*WORK TASK*
Every line of the material that includes the word "Katernaya" is to be shown.

*RECORDS SHOWN*
>>>>

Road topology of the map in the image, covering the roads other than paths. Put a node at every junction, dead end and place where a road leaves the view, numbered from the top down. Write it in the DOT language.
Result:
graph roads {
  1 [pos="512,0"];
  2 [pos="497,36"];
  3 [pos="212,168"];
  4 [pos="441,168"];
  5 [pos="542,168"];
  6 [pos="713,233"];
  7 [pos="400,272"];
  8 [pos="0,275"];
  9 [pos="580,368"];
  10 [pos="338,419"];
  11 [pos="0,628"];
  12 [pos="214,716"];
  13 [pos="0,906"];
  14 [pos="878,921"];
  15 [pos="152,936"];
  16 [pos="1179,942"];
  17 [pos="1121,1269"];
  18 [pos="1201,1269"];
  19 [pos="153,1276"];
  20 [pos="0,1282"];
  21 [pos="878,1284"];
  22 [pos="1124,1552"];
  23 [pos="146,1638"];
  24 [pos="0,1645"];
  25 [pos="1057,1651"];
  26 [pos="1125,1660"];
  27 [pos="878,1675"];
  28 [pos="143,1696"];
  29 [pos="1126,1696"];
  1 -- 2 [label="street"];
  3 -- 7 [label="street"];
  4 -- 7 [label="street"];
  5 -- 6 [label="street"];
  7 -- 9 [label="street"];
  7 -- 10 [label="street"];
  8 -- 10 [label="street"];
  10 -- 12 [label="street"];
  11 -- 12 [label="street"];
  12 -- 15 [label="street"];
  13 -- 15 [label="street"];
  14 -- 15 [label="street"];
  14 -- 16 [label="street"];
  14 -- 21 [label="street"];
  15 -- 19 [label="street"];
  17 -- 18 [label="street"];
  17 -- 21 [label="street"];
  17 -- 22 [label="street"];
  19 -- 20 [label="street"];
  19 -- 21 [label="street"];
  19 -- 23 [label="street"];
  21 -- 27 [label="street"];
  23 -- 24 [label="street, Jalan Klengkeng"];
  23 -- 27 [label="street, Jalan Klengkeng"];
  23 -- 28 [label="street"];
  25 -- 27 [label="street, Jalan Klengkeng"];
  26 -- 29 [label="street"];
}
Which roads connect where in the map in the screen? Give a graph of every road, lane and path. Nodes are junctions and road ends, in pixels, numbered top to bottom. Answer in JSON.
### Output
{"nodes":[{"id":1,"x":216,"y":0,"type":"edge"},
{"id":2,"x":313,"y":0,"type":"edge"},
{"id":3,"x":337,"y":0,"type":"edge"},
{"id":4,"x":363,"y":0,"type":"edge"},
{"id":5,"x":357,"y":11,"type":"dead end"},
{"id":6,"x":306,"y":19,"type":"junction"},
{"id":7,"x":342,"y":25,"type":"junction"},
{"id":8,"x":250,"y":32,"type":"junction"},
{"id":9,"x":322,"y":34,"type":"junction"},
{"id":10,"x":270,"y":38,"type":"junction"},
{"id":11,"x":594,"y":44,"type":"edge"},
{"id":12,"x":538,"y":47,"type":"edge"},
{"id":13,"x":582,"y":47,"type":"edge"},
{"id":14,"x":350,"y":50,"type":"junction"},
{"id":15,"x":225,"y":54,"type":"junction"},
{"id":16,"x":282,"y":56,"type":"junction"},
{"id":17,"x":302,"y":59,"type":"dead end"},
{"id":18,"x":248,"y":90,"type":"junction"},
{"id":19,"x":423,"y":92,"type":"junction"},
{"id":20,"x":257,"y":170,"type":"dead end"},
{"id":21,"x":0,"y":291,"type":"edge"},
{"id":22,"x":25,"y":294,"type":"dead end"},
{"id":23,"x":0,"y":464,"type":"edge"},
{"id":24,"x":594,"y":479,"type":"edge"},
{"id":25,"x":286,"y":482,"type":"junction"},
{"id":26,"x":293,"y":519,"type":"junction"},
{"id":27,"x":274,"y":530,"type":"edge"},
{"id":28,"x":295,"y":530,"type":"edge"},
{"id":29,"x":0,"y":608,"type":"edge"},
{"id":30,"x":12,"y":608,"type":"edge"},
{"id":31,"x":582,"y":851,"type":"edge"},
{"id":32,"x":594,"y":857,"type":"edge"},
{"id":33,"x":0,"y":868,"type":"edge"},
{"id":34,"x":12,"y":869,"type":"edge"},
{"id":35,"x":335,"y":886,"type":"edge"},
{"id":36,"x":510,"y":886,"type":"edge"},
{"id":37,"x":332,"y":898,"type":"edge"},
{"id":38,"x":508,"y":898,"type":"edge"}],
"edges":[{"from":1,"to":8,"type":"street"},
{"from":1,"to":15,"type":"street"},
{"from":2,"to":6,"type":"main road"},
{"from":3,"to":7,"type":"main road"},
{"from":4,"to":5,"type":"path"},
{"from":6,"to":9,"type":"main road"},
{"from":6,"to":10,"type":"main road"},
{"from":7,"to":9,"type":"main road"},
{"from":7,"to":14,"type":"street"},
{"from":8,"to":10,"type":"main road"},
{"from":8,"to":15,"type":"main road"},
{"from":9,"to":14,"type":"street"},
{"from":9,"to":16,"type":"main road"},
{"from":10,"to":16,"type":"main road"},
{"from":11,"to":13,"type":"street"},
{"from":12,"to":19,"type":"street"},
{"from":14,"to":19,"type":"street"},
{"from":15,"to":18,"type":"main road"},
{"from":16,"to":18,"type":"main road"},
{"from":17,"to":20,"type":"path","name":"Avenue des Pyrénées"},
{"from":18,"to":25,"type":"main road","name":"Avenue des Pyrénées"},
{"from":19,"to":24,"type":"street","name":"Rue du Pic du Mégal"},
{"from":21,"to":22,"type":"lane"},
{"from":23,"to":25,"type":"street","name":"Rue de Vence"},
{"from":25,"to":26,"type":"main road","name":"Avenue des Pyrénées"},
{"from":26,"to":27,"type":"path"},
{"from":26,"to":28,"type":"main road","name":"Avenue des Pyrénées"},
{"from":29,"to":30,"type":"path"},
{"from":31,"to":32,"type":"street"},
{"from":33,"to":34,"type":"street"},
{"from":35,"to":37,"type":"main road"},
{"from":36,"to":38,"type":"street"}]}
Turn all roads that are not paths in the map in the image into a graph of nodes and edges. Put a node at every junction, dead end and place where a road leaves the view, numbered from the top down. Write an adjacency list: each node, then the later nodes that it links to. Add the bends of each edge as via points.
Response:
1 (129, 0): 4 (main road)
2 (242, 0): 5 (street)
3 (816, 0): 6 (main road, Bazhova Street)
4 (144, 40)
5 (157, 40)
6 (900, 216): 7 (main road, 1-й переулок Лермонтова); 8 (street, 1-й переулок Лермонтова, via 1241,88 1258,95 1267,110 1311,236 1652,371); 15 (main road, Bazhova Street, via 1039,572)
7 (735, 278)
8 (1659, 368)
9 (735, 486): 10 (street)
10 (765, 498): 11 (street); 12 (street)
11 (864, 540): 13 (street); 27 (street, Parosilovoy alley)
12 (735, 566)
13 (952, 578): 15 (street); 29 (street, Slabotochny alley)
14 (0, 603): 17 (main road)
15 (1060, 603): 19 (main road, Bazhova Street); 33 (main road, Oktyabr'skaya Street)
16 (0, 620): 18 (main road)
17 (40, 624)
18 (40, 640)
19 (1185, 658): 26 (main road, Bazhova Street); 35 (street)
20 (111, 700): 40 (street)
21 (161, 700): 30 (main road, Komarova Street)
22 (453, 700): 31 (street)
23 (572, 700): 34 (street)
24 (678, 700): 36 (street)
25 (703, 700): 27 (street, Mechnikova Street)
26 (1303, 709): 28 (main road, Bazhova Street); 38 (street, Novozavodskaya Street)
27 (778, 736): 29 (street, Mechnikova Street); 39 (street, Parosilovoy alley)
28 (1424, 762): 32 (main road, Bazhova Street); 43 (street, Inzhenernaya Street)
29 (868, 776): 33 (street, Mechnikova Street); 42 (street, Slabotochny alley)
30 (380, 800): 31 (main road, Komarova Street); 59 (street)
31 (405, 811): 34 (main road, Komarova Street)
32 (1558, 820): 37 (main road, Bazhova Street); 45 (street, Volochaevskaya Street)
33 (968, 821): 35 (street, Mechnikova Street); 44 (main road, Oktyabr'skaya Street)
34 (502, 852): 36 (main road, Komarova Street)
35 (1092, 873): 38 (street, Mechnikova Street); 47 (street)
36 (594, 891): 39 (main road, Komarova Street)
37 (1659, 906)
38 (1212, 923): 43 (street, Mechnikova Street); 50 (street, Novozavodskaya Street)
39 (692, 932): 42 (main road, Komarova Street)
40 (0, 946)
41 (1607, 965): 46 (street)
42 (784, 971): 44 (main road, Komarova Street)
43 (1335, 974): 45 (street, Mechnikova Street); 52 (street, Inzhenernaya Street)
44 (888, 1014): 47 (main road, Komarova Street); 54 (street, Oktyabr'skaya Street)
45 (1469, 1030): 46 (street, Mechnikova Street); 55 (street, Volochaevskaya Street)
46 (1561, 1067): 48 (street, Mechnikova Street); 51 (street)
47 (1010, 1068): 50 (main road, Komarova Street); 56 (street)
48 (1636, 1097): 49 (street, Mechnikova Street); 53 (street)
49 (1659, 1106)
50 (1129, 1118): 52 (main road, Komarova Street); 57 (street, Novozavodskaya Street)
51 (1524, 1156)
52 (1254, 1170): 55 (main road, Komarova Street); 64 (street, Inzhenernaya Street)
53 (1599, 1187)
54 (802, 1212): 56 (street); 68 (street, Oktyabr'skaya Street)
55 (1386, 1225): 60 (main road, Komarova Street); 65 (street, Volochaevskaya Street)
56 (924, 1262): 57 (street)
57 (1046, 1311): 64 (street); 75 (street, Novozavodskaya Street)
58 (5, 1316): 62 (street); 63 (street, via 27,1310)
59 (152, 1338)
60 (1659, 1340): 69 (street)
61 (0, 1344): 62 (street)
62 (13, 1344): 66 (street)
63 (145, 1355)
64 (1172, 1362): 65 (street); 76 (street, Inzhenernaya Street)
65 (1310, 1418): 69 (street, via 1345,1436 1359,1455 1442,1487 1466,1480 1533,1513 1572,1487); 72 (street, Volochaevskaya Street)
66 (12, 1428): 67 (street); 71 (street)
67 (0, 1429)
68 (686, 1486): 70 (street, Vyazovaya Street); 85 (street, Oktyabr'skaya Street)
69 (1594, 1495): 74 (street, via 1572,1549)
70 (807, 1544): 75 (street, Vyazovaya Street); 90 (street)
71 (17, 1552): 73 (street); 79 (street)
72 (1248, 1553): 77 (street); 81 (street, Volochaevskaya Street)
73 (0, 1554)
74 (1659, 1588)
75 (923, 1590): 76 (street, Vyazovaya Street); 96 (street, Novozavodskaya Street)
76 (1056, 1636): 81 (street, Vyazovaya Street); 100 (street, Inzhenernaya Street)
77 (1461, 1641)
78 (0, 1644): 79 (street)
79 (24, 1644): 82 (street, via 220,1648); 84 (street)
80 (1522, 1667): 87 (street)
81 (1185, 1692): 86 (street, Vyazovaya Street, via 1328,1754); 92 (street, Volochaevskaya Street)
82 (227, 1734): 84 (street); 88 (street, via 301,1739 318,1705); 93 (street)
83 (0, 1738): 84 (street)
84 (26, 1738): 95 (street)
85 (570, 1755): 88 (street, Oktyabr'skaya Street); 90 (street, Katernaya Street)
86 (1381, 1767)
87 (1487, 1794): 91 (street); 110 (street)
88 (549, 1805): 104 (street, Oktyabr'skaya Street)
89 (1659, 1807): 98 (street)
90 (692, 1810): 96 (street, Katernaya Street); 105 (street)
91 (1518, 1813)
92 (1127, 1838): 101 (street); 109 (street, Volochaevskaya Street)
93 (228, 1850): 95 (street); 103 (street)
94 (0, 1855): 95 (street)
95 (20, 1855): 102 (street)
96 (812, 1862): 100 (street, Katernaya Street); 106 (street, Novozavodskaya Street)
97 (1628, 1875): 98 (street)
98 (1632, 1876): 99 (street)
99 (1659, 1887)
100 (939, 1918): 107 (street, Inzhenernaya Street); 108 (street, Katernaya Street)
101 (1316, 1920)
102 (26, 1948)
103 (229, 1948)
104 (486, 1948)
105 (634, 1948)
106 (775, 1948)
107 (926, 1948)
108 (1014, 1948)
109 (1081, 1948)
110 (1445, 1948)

<<<<

*RESULT*
85 (570, 1755): 88 (street, Oktyabr'skaya Street); 90 (street, Katernaya Street)
90 (692, 1810): 96 (street, Katernaya Street); 105 (street)
96 (812, 1862): 100 (street, Katernaya Street); 106 (street, Novozavodskaya Street)
100 (939, 1918): 107 (street, Inzhenernaya Street); 108 (street, Katernaya Street)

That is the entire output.